That time we split the atom…

How Mum’s ‘office’ (our living room) looked at the end of the project

There is a watchword in our family for stressful projects – utter the phrase ‘FT Guide’ and shoulders shudder (not in a good way).
In 1981, my mother was a freelance writer working from home, bringing up two school-age girls in a flat in north London with her schoolteacher husband.
She toggled between non-fiction journalism, novel-writing, and memoirs. Now and then a paid travel-writing job would come along; if you’re in the writing game, you’ll know those jobs are few and far between. But some of them, unfortunately, don’t end up being as advertised.
As it was with the impossibly scheduled, bombastically titled Financial Times Businessman’s Guide to Great Britain. The Herculean task of writing this detailed travel guide in a matter of months would have been so much easier if TripAdvisor, Wikitravel, and Google had been in existence. But in the days before the Internet, journalists like my mother (and me) had to fact-check every tiny detail by dialling a number and talking to a person on the phone.
In many ways, it’s a process that’s lacking in so much of our current editing methods. But it’s a beast of a job. Mum soon realised that, like the fabled Sisyphus, she was knee-deep in an impossible task involving researching minute location-based details.
Where might you find a drycleaner in Bingley? A taxi firm in Leeds, or a florist in Whitstable? The expectation in the timescale given was unrealistic at best, horrendous in reality. Dad still describes how Mum woke every night in a cold sweat, spreading panic through the whole flat. My sister and I have uncomfortable memories of playing our own parts, which amounted, chiefly, to staying out of the way.
In the end, it took a village. As the deadline loomed like a huge wave on the horizon, they ‘hired’ a team of friends to help. Our living room became HQ, piles of papers stacking up, empty bottles of wine on windowsills, mugs of coffee refilled as everyone worked around the clock to steer the ship into port. That they managed it and remained friends afterwards is a testament to the firm relationships my parents always made.
When the thing was done, everyone drove out to the Knebworth Capital festival to see Chuck Berry live, alongside Muddy Waters on his last UK tour. Dad says it was the best ending to the worst of times.

I didn’t expect, when I signed up to my MA in Creative Writing, to be running a similar gauntlet. Step forward, module CRD707, all about the business of publishing.
“Put together a student anthology,” they said, “and do it in seven weeks.” Actually six. No, five, because we needed two weeks to check, annotate and upload our own individual versions.
Like members in a TV reality show acting out a very real chore against a very real clock, we split into teams and quickly became a wobbly publishing house. Editorial was full (not a surprise, we are after all a group of would-be writers), so I ended up in the Design house, where the task was to build the thing.
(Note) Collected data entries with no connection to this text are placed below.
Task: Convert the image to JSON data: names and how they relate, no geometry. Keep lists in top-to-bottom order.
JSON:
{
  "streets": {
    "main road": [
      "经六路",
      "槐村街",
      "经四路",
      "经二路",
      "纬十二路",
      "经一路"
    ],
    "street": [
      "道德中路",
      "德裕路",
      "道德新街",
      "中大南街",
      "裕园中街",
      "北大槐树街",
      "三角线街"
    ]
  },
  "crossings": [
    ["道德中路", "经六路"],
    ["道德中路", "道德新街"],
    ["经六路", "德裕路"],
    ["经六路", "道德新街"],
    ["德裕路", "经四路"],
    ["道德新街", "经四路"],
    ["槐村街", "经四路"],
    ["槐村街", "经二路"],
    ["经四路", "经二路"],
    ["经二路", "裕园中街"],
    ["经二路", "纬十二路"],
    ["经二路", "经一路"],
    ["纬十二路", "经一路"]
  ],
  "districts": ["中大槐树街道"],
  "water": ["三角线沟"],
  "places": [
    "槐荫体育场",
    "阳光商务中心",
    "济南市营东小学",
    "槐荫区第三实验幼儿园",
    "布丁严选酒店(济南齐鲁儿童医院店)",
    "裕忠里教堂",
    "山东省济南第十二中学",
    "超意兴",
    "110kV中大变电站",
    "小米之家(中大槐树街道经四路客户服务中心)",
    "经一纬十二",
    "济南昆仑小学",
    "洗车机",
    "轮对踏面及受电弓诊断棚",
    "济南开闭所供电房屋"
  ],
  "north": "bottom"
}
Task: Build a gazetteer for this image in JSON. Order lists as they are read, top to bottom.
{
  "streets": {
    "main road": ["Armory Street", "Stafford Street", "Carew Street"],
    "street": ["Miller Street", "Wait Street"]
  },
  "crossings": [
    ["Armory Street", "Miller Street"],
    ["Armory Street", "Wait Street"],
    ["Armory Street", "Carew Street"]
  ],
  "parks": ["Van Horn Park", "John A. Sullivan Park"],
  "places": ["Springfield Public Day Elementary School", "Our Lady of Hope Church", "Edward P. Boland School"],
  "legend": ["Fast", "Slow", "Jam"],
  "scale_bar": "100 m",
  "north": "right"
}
None of us had designed more than a Canva flyer, yet InDesign was the prescribed program and we had to learn it.
We all had at least one piece in the anthology, and we worked harder than ever to get everything edited, designed, and marketed. At one point, some members of our small Design team found ourselves staying up until 2am, grabbing four hours’ sleep, waking at 6am to do it all over again. That went on for a few days before I sobbed on a Teams call and we received essential backup.
We communicated via a hail of WhatsApp messages; I would step away for 15 minutes and come back to 48 missed notes, all of them important.
“I’m splitting the atom,” I told a friend in the middle of the maelstrom, weeping into a glass of red at her kitchen table – my one brief social event that week.
“What is going ON?” Mr L hissed as I wailed at the computer screen, but he stopped asking after a while. I had no time to explain, and the chaos was fairly obvious. I didn’t see the kitchen for a long time; food simply appeared (that I’ve chosen to marry someone as supportive as my dad is really no coincidence).
My son, to his credit, has begun to show similar supportive traits. Home from uni, he stepped in for a few days as tech expert, bringing to the party the best of his Software Engineering skills. He won himself £30 and a happier mum. Unsurprisingly, he’s not shown any wish to become a book designer.
In the end, we birthed the book ahead of schedule, alongside a shiny, inventive plan written by our brilliant Marketing team, which I hope we get to use. With any luck, the book will appear on our shelves one day. For now, the make-believe printing presses are cooling, like our brains.

At the end of our project there has been no festival, just lots of sleep, a spot of reading, beautiful silence, coffee, mental space, a return to healthy home cooking.
As with all tricky things there have been positives. I’ve made some special friends, first and foremost. I learned a lot, not just cynical stuff but useful things about contracts, and the business of publishing, and about editing too, which I always thought was ‘my thing’. You think you know stuff but there’s always more to learn. The book looks great; if it ever gets printed I’ll be proud to appear in it alongside my fellow writers. I’m confident the next module will be more in keeping with the sort of thing I signed up for, we’ll have to see.
But if anyone suggests constructing an ‘anthology’ again, I’ll be diving overboard and front-crawling to shore. And I don’t even know front crawl.